'74LondonBoy wrote:VP, the following article in todays Cyprus Mail also echoes the sentiments above where questions are being asked on the efforts made by the RoC to find a solution ............
So what exactly would make a good solution for our leaders?
By Nick Pittas
THERE is a widely held view in the Greek Cypriot community that no solution to the Cyprus problem is preferable to a bad solution.
To those who hold this view, the Annan plan in all its five iterations was bad, all the various UN sponsored plans that were tabled between 1978 and 1999 were bad, the tentative agreement reached between interlocutors Glafcos Clerides and Rauf Denktash in 1973 and rejected by Makarios was bad, the 1964 Acheson plan was bad, the Zurich and London Agreements that established the Republic in their time were considered bad (but not so bad now with the benefit of hindsight according to President Papadopoulos who advised Makarios not to sign at the London conference in 1959). All the various proposals made by the British colonial government in the 1940s and 1950s to address the self-determination claims of Greek Cypriots and the fears of the minority Turkish Cypriots were bad, and on and on.
What we are never told by the rejectionists is what would make a settlement plan good, or at least acceptable to the Greek Cypriot community.
We know that in principle we are prepared to accept a solution for a federal, bi-communal and bi-zonal Cyprus, based on the political equality of the two main communities, provided the solution is ‘workable’ and capable of being ‘long lasting’. What exactly would satisfy those conditions we are never told. All we know is that every UN initiative since 1977 did not reach the mark.
The strategy it seems, is to create a Dunkirk spirit within the Greek Cypriot community, whereby our current President is all that stands between us and those unnamed but nefarious forces within the international community that day and night are working to undermine the Republic and to serve it up to satisfy the voracious appetite of their friends in Turkey.
The wonder is that the people of Cyprus can still be sold this jejune bill of goods after all these years.
The candidates for the presidency should have their feet put to the fire and be required to tell the voters exactly what sort of a federal, bi-communal and bi-zonal plan they envision could realistically form the basis for a comprehensive settlement. This does not mean they have to produce a draft constitution and map, or the other terms of a settlement to address the various aspects of the problem. What the people have a right to insist on is for each candidate to come forward with their vision in concrete terms of what would satisfy the requirement for a ‘workable’ and ‘lasting’ solution that could be accepted by both sides.
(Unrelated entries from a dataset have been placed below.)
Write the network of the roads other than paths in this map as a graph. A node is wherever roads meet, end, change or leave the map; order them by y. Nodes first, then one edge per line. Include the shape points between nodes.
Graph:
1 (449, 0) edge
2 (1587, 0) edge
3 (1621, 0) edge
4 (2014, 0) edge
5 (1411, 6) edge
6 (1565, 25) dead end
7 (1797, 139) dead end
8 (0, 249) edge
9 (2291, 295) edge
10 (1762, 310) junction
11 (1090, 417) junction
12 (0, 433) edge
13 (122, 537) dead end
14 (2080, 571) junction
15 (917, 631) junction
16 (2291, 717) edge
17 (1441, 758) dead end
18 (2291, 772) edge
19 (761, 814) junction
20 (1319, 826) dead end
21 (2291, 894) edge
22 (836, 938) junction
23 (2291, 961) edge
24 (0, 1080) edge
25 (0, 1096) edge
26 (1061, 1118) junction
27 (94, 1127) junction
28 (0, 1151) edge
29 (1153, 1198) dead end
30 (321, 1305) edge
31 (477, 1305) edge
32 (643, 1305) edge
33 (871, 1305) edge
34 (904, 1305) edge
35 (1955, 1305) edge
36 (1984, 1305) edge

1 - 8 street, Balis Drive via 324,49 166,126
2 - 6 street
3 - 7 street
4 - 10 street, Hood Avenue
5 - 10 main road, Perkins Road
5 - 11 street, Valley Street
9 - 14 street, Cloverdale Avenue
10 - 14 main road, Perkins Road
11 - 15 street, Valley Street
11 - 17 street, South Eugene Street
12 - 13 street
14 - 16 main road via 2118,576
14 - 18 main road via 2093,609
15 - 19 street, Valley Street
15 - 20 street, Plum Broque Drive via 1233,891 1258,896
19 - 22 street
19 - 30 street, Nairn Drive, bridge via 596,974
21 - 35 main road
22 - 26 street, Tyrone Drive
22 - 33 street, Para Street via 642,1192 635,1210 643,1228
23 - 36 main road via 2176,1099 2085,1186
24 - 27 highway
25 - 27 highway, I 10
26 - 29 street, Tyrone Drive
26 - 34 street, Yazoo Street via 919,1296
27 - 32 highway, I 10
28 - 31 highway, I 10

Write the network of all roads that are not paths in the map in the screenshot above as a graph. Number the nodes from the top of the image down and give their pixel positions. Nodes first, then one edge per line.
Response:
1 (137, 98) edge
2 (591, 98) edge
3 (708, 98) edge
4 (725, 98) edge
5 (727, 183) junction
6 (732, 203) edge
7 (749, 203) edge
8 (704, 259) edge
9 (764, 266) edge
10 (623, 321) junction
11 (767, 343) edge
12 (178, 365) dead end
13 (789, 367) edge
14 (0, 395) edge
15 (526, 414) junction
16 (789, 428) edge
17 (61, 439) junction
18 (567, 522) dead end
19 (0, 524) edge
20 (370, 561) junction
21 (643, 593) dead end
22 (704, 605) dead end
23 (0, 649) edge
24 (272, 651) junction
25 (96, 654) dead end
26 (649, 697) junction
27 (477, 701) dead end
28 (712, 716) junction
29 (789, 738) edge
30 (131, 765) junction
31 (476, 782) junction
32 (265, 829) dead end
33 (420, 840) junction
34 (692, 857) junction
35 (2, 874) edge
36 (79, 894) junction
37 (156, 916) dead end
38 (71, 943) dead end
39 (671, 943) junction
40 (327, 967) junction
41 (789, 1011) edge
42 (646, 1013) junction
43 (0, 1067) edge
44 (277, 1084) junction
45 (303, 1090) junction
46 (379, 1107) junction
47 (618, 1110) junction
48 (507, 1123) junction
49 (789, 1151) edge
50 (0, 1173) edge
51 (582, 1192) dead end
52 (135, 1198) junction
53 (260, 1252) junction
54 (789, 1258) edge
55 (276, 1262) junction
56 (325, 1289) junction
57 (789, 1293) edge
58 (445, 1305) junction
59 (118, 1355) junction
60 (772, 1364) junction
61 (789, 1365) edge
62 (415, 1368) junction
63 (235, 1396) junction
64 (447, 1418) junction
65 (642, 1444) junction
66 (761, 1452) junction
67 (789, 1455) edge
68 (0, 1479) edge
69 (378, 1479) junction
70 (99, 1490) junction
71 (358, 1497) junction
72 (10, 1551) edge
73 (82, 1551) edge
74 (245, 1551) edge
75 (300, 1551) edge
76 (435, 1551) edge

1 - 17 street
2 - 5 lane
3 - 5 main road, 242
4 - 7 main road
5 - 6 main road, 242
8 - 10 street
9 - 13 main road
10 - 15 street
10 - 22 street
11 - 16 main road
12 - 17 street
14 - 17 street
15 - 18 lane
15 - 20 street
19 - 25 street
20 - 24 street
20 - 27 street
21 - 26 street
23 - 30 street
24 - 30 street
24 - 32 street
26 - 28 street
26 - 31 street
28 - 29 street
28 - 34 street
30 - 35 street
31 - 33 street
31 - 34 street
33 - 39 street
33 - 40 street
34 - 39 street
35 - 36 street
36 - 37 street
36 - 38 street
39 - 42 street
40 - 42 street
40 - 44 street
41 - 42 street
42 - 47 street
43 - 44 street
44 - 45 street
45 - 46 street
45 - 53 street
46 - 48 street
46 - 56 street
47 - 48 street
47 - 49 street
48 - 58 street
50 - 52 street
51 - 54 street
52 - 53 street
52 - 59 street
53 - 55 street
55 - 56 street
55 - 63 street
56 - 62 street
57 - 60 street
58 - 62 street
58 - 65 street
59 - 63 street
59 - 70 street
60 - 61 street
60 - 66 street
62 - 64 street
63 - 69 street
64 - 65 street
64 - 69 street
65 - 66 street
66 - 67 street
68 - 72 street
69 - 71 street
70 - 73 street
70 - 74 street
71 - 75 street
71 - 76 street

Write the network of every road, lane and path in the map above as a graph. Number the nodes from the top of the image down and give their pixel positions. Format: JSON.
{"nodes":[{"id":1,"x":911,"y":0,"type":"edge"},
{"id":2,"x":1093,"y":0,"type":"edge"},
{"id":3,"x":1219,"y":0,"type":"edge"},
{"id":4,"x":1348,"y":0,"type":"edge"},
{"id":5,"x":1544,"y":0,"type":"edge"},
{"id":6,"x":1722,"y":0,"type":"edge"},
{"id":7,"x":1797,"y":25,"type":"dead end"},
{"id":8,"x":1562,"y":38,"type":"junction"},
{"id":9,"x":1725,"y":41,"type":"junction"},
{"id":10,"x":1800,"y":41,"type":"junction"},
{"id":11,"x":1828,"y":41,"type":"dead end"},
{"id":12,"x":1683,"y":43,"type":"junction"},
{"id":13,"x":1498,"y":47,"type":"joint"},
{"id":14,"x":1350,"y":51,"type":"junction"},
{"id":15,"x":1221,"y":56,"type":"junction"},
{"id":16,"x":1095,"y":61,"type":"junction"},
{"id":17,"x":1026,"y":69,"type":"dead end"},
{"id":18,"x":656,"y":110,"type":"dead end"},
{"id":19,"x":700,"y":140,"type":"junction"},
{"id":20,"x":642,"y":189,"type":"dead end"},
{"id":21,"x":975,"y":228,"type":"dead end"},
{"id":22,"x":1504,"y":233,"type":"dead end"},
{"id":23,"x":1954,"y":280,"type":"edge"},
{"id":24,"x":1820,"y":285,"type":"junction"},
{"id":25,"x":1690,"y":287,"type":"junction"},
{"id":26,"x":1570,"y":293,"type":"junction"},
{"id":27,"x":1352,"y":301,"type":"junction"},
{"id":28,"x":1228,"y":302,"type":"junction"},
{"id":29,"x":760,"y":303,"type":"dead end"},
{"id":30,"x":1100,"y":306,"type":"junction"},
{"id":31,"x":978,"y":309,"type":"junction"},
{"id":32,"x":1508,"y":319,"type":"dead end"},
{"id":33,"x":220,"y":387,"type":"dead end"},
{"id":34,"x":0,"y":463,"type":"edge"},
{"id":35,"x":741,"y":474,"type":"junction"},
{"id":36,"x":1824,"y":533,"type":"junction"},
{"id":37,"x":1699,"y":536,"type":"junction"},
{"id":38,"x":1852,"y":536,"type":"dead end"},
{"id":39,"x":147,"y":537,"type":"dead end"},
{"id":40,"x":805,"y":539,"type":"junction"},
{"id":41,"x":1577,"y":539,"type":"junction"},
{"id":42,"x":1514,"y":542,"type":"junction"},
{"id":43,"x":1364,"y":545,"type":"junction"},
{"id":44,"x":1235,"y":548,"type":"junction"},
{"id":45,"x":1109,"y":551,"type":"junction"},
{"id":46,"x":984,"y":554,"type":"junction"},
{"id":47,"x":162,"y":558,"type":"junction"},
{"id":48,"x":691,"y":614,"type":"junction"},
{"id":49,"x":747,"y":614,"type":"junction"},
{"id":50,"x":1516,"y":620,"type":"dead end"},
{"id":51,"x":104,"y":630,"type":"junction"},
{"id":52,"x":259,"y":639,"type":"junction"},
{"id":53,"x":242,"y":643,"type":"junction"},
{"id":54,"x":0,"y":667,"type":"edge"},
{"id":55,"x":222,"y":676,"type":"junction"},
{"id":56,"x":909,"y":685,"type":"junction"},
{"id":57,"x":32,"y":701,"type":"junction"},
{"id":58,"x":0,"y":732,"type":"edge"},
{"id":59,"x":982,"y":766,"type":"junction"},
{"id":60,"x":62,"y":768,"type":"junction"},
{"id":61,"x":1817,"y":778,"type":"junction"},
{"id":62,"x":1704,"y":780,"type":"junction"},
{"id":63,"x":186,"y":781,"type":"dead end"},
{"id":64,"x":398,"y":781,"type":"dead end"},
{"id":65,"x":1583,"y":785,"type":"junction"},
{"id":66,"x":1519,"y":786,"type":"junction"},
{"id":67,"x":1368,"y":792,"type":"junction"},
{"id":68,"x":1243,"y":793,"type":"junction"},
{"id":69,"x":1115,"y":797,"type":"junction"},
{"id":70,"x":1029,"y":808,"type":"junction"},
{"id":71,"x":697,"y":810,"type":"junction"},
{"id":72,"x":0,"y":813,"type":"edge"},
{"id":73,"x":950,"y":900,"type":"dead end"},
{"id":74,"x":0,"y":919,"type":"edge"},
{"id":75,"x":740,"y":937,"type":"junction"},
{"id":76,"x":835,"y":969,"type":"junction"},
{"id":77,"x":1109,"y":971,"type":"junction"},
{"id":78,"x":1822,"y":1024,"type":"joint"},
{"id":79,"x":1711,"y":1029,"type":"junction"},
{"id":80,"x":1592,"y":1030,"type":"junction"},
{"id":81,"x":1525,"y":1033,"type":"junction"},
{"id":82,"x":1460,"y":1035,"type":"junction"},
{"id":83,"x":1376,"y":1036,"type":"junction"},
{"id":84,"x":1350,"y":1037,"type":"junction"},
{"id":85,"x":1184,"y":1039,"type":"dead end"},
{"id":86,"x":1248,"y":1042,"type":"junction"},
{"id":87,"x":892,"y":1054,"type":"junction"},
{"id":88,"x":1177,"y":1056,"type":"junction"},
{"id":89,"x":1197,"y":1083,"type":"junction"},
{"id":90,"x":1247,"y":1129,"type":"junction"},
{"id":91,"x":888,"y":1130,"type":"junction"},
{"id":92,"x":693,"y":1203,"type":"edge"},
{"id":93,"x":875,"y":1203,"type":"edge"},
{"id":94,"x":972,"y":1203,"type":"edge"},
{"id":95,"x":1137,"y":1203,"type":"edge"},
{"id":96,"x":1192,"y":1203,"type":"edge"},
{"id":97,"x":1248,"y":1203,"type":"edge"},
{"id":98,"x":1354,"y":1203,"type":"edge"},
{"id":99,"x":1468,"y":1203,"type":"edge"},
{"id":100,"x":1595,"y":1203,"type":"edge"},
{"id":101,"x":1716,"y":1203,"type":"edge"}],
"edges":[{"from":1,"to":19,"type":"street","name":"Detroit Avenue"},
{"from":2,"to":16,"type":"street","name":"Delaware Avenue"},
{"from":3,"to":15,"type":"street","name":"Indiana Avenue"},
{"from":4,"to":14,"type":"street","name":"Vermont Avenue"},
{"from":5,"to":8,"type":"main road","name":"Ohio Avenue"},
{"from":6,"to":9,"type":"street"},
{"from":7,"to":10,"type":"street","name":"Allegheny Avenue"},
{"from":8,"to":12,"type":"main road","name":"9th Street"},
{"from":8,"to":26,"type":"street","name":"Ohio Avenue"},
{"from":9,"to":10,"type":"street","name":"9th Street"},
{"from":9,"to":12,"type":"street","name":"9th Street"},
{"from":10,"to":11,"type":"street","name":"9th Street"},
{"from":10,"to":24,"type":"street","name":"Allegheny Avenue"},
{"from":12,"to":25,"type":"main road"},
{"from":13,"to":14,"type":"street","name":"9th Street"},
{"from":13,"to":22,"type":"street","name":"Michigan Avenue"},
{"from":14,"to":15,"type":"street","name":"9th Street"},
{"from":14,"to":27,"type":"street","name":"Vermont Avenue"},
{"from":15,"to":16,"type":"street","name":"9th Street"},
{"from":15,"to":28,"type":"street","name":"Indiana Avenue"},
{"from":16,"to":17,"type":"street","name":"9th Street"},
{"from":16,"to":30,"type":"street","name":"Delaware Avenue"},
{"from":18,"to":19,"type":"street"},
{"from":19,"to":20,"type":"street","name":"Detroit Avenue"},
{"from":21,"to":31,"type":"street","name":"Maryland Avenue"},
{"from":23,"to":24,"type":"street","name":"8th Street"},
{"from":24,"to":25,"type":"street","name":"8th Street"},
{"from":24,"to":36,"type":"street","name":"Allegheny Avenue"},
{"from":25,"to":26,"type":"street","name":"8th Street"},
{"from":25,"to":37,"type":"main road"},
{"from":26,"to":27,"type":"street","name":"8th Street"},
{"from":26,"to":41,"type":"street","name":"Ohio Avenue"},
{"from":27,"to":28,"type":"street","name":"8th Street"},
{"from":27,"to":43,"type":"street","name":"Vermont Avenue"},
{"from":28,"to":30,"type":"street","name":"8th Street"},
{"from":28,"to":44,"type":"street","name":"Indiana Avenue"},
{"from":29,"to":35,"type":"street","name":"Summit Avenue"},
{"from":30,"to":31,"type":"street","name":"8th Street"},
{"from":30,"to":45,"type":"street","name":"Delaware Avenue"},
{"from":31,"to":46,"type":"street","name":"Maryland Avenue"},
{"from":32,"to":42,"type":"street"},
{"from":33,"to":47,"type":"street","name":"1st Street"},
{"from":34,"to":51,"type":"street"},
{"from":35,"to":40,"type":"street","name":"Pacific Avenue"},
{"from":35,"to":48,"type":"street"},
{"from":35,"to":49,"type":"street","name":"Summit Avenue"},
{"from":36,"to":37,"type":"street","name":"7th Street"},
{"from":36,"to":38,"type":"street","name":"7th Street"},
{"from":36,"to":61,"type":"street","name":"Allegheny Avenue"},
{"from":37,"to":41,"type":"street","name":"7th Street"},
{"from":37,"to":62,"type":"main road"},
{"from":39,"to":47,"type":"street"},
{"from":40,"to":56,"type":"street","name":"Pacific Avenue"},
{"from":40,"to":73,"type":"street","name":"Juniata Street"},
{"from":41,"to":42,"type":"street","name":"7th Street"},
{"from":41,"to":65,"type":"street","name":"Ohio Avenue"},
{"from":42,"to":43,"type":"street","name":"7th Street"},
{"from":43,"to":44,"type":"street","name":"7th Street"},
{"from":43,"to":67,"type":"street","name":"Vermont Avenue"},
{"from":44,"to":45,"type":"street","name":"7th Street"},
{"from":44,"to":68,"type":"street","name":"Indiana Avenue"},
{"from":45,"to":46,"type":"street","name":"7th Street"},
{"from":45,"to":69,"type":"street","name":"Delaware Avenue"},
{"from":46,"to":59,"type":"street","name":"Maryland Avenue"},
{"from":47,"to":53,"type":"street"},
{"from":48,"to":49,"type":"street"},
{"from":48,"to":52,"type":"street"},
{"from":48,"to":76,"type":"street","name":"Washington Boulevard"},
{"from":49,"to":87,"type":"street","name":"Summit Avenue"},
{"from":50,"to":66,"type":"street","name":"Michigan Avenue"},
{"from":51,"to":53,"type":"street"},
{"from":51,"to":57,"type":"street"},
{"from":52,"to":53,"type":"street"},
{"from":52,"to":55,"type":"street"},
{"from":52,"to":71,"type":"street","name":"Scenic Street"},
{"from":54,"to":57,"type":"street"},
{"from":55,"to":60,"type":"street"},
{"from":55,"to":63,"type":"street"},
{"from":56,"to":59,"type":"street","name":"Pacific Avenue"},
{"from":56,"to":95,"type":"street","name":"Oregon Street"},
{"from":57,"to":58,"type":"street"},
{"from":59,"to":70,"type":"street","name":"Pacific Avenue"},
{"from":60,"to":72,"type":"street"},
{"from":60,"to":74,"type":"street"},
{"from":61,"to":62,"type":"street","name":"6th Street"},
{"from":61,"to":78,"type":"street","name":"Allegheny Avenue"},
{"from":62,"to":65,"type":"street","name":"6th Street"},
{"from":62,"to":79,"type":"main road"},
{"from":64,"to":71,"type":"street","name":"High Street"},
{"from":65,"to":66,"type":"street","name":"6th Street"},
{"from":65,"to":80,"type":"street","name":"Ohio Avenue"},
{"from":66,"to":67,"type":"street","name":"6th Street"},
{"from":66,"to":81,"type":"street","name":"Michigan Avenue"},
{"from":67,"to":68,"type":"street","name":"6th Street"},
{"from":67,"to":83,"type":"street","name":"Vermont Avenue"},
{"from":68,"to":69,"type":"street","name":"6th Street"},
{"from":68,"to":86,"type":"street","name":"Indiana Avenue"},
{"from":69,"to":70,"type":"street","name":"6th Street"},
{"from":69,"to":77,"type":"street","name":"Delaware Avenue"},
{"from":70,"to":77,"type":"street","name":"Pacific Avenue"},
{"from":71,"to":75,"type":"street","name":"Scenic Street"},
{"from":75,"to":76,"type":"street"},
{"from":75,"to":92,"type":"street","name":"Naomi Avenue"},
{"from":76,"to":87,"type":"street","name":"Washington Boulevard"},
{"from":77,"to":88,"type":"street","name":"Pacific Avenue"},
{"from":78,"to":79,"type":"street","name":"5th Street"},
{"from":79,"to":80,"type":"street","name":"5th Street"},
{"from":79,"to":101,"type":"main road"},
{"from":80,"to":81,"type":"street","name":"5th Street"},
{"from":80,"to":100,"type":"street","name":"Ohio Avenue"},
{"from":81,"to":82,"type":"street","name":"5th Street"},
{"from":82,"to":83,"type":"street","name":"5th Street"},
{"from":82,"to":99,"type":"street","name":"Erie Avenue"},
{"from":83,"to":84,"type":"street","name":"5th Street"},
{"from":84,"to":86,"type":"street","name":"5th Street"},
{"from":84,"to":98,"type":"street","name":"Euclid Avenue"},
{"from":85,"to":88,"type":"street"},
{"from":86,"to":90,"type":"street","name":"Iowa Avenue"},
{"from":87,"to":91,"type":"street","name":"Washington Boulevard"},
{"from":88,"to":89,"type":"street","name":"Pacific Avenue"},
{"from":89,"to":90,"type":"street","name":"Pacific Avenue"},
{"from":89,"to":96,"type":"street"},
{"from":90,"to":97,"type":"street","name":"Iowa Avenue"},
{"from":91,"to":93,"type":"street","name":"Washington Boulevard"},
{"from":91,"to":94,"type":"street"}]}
The time for vague generalities has long passed. The public can only make an informed and constructive choice among the candidates if they know what each one submits as the principles and the essential conditions that would render a plan acceptable to the two main Cypriot communities. If they want to talk about a ‘European settlement’, they will have to tell us what that means, as the EU is a cultural and political mosaic with many different forms of government resulting from political compromises and historic rapprochements. Let us not forget that at the time the Annan plan was considered quite European by the EU.
For a candidate to say only what he rejects – arbitration, tight time frames, every existing plan tabled to date – is simply not good enough. Sure, the next round of talks has to be carefully prepared, but the best prepared talks will not go anywhere if there is not the willingness to advance reasonable positions and engage in some give and take.
Eventually, we will have to sit down at the table and stop talking about process and negotiate the terms of settlement based on the principles already agreed to.
Our leader did not negotiate effectively at Burgenstock, and having accepted arbitration by the UN Secretary-general he got the plan that we rejected massively in 2004.
The world, however, does not stand still and we cannot develop a forward looking policy if we fixate on the past and all the plans we have rejected.
I suspect the international community and the EU is prepared to give us another chance to put Humpty Dumpty together again in 2008 and 2009. If there is another effort that fails, the party or parties that the international community decides is responsible will have to wear it. If that party is us, as it was in 2004, it will mean almost certainly the legitimisation of the so-called TRNC, and effectively put an end to any efforts by the international community to sponsor a settlement. The world, to the extent that it thinks about Cyprus at all, will be happy to allow Turkey to police the area, and accept the so-called TRNC as the de facto administration in northern Cyprus.
With one exception, over 60 years we have rejected every plan and initiative put forward to solve the Cyprus problem on terms acceptable to both sides. Even the exception, which established the independence of Cyprus, was widely attacked at the time as ‘unworkable’ and a ‘sell-out’ of Greek Cypriot ideals. We undermined the bi-communal nature of the Cyprus Republic between 1963 and 1974, and by our fanaticism and civil divisions we opened the doors to the Turkish invasion of 1974.
During this sad period of history every plan that was undermined or rejected by our side resulted in changed circumstances to the detriment of Cyprus and the Greek Cypriot community. Each rejected plan is succeeded by another that is worse.
One of these days, we have to wake up and realise that we are largely the authors of our own woes and misfortunes. Until and unless we face our problems honestly, and with a willingness to negotiate an honorable compromise with our Turkish Cypriot brothers and sisters, we will continue our dreary march to a permanent partition.